At the beginning of COVID-19 quarantine measures, my floors were sparkling. I was caught up on laundry. The upstairs carpets were regularly hoovered and the dishes were washed almost as quickly as they were used. Now? Let’s just say it’s a good thing I’m not expecting any surprise visitors for the foreseeable future.

I’ve lost track of exactly how long I’ve been working from home (I’m just calling every day “Blursday” a term borrowed from one of my favourite TikToks). I’ve also lost track of how many bottles of wine my husband and I have consumed.

We’ve binge-watched After Life, Curb Your Enthusiasm, Parks and Recreation, The Sopranos, The Last Kingdom, Tiger King (of course) and just about any other true-crime murder mystery you can find on Netflix. We’ve watched nature documentaries and re-watched our favourite travel programmes – just so we can dream of travelling again, one day.

Farm families are very good at living in isolation

But really, when this is all over, will my life be drastically different? I’m not so sure. Farm families are very good at living in isolation. Parents of small kids rarely get out. With demanding jobs, childcare, schooling and the farm, I think Leo will finally announce our freedom and, perhaps a week or two later, I’ll be speaking with a friend or co-worker and they’ll ask how I’ve been celebrating; where I’ve been going – and I won’t know what they’re talking about!

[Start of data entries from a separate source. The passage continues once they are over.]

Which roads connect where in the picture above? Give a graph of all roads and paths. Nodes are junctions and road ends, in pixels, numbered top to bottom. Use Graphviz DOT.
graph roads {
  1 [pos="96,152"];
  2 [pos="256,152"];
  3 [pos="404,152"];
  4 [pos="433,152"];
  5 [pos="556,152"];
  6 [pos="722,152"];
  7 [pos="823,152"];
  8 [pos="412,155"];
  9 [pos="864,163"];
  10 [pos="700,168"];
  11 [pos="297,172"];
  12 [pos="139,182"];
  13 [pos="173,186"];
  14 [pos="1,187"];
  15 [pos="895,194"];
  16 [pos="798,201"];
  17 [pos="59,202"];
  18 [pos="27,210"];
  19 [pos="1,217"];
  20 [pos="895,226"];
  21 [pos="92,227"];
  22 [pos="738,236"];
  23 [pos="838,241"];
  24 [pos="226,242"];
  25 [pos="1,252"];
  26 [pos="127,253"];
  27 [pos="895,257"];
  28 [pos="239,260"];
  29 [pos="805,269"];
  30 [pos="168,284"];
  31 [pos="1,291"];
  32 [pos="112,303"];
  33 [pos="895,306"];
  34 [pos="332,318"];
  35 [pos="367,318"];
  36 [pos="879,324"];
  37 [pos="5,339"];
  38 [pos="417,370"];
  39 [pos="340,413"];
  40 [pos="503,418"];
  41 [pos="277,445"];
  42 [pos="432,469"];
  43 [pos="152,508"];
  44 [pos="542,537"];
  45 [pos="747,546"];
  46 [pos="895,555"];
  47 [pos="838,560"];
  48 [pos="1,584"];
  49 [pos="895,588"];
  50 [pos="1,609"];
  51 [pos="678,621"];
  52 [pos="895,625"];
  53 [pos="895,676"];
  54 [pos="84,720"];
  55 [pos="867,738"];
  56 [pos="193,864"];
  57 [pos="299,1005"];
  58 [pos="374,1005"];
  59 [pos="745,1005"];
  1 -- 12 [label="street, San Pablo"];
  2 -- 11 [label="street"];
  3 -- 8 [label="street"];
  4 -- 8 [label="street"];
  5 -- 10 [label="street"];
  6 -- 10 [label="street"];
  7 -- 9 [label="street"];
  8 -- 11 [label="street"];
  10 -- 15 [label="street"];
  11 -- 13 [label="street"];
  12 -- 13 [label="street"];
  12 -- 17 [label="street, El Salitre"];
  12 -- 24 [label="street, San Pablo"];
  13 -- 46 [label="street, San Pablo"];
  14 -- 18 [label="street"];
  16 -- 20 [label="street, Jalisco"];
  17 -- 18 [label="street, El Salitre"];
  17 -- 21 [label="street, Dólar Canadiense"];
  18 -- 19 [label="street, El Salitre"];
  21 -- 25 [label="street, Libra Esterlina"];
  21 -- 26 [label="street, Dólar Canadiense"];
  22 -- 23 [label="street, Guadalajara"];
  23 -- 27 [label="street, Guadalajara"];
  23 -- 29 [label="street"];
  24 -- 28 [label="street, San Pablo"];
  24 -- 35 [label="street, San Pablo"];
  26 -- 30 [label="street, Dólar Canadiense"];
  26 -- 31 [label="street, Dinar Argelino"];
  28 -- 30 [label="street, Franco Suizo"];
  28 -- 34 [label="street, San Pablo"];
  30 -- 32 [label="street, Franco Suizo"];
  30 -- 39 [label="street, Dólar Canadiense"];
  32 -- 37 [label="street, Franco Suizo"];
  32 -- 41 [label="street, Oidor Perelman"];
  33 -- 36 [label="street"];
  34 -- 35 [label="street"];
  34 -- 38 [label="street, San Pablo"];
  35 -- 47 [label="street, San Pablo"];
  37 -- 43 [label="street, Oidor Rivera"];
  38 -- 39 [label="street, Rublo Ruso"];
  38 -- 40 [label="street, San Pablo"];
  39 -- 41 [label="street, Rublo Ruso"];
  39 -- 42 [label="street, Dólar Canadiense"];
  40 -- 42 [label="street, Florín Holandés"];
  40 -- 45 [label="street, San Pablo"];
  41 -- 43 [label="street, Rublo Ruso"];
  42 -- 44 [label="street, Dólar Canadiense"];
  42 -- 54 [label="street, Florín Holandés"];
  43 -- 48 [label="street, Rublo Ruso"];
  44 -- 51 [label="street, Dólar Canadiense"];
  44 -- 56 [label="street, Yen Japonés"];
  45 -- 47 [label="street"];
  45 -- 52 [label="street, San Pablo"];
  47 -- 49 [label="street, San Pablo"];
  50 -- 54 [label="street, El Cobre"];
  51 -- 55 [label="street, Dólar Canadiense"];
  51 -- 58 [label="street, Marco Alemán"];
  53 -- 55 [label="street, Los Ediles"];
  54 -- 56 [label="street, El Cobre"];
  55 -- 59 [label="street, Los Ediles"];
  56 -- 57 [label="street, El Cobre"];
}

Since I’ve been working from home, it’s safe to say my wonderful husband has taken full advantage; getting every little job done that he wasn’t able to do when I was commuting. I feel resentment at the weekend when he’s gone for most of the day and comes home for only one or two hours. In those hours when he’s home, I can either get the week’s shopping done or do some exercise – and really, if I didn’t get the week’s shopping done, we’d be in trouble.

I’m not sure how it is in other houses, but when I ask my husband to keep an eye on the kids, I always end up minding them myself

One day over the last long weekend, he was miraculously relieved of the morning milking and didn’t have many jobs to do, so was home for a longer stretch. I managed to get some exercise in, but then got frustrated when he settled on the couch to watch TV while I was left with preparing dinner. The kids were playing outside and needed minding. I’m not sure how it is in other houses, but when I ask my husband to keep an eye on the kids, I always end up minding them myself. To him, “keeping an eye” means glancing out the window every now and then. We have a toddler – you can’t take your eye off our kids for even five minutes.

It’s safe to say I’ve finally cracked. I’m irritable with my husband, shouty with the kids and – since every day is now Blursday – I feel like my head is in a light fog all the time. Coffee helps; the wine likely doesn’t.

A good friend of mine says she just craves hugs all the time; she really misses the human touch

Something else that doesn’t help is seeing childless couples or singles on social media, wrapped in blankets, watching movies and eating snacks in their pristine homes.

That said, I know quarantine is hard for single people in a different way. A good friend of mine says she just craves hugs all the time; she really misses the human touch. Another says she cries a lot, which has been helping. They Facetime my kids to get a dose of excitement.

Another friend has Zoom chats with her friend’s kids, whom she loves as if they were her own and misses terribly. She helps them with their schoolwork and they bake together. Even more people are dealing with grief and loneliness in a way I can’t imagine. It puts my irritation in perspective.

Then my husband walks in with his mucky boots and it all comes flooding back. And I reach for the corkscrew.

I’m going to start a weekly Zoom support group for disgruntled farm wives in isolation. How many participants can one Zoom meeting hold at a time, I wonder?